O Tribunal Superior Eleitoral (TSE) retoma nesta terça-feira (2), às 19h, um dos julgamentos mais importantes do ano na política fluminense. Os ministros vão analisar os recursos apresentados pelo ex-governador do Rio de Janeiro, Cláudio Castro, contra a decisão que o tornou inelegível até 2030 por abuso de poder político e econômico nas eleições de 2022.
Embora o recurso tenha natureza técnica, o resultado poderá influenciar diretamente a sucessão do governo estadual e o formato da eleição que escolherá quem comandará o Palácio Guanabara até o fim do atual mandato.
Condenação provocou crise sucessória
Cláudio Castro foi condenado pelo TSE em março deste ano por uma maioria de cinco votos a dois. A Corte concluiu que houve abuso de poder político e econômico durante a campanha eleitoral de 2022. Além da inelegibilidade por oito anos, a decisão também atingiu o então vice-governador, Thiago Pampolha.
Um dia antes do julgamento que resultou na condenação, Castro renunciou ao cargo. A manobra gerou forte debate político e jurídico porque ocorreu justamente às vésperas da decisão da Justiça Eleitoral. Castro tentou justificar a renúncia dizendo que era para cumprir o prazo de desincompatibilização exigido para quem pretendia disputar o Senado em 2026, embora tivesse até o dia 4 de abril para se desligar.
Posteriormente, após ser alvo da Operação Compliance Zero da Polícia Federal, Castro anunciou que desistiria da candidatura ao Senado para concentrar esforços em sua defesa.
O que está em julgamento
Os ministros analisarão embargos de declaração apresentados pela defesa de Castro, pelo ex-presidente da Assembleia Legislativa do Rio, Rodrigo Bacellar, e pelo Ministério Público Eleitoral.

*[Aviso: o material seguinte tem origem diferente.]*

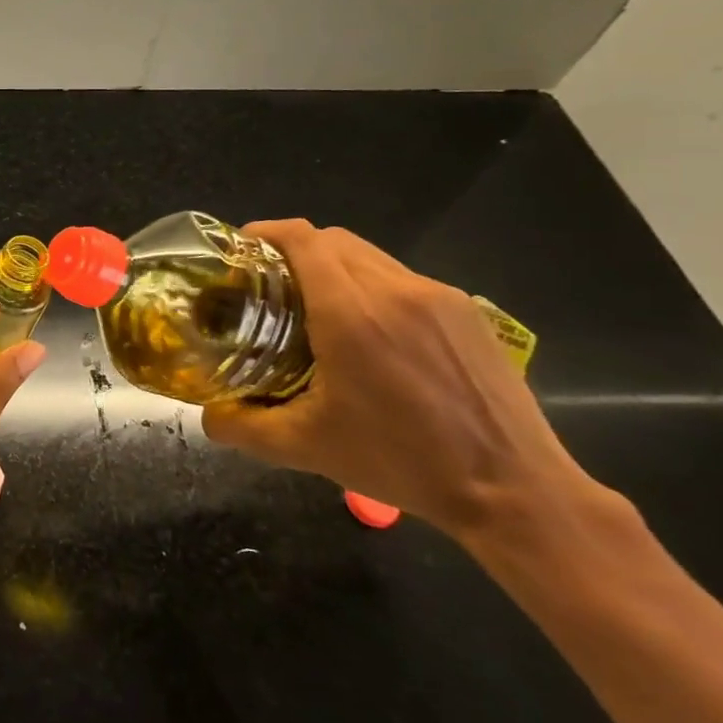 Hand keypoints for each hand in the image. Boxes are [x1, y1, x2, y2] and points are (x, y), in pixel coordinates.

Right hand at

A Procuradoria-Geral Eleitoral sustenta que há contradições no acórdão do TSE e defende que a Corte reconheça formalmente a cassação do diploma eleitoral de Castro, mesmo após sua renúncia ao cargo. Segundo o órgão, aceitar que a renúncia elimine determinados efeitos da condenação poderia abrir precedente para que agentes políticos utilizem esse mecanismo para reduzir punições eleitorais.
A defesa do ex-governador, por sua vez, busca reverter a condenação e afastar a inelegibilidade.
STF aguarda definição
O julgamento desta terça-feira também é aguardado com expectativa no Supremo Tribunal Federal (STF).
Isso porque a Corte Suprema suspendeu a análise sobre a forma de escolha do futuro governador do Rio até que o TSE esclarecesse definitivamente os efeitos da condenação de Castro.
Atualmente, há duas teses em disputa.
A primeira defende eleições indiretas, realizadas apenas pelos deputados da Assembleia Legislativa do Rio de Janeiro (Alerj). A segunda sustenta que, por se tratar de uma vacância decorrente de decisão eleitoral, a escolha deve ocorrer por meio de eleições diretas, com participação da população fluminense.
O PSD, partido do prefeito do Rio, Eduardo Paes, ingressou no STF defendendo a realização de eleições diretas.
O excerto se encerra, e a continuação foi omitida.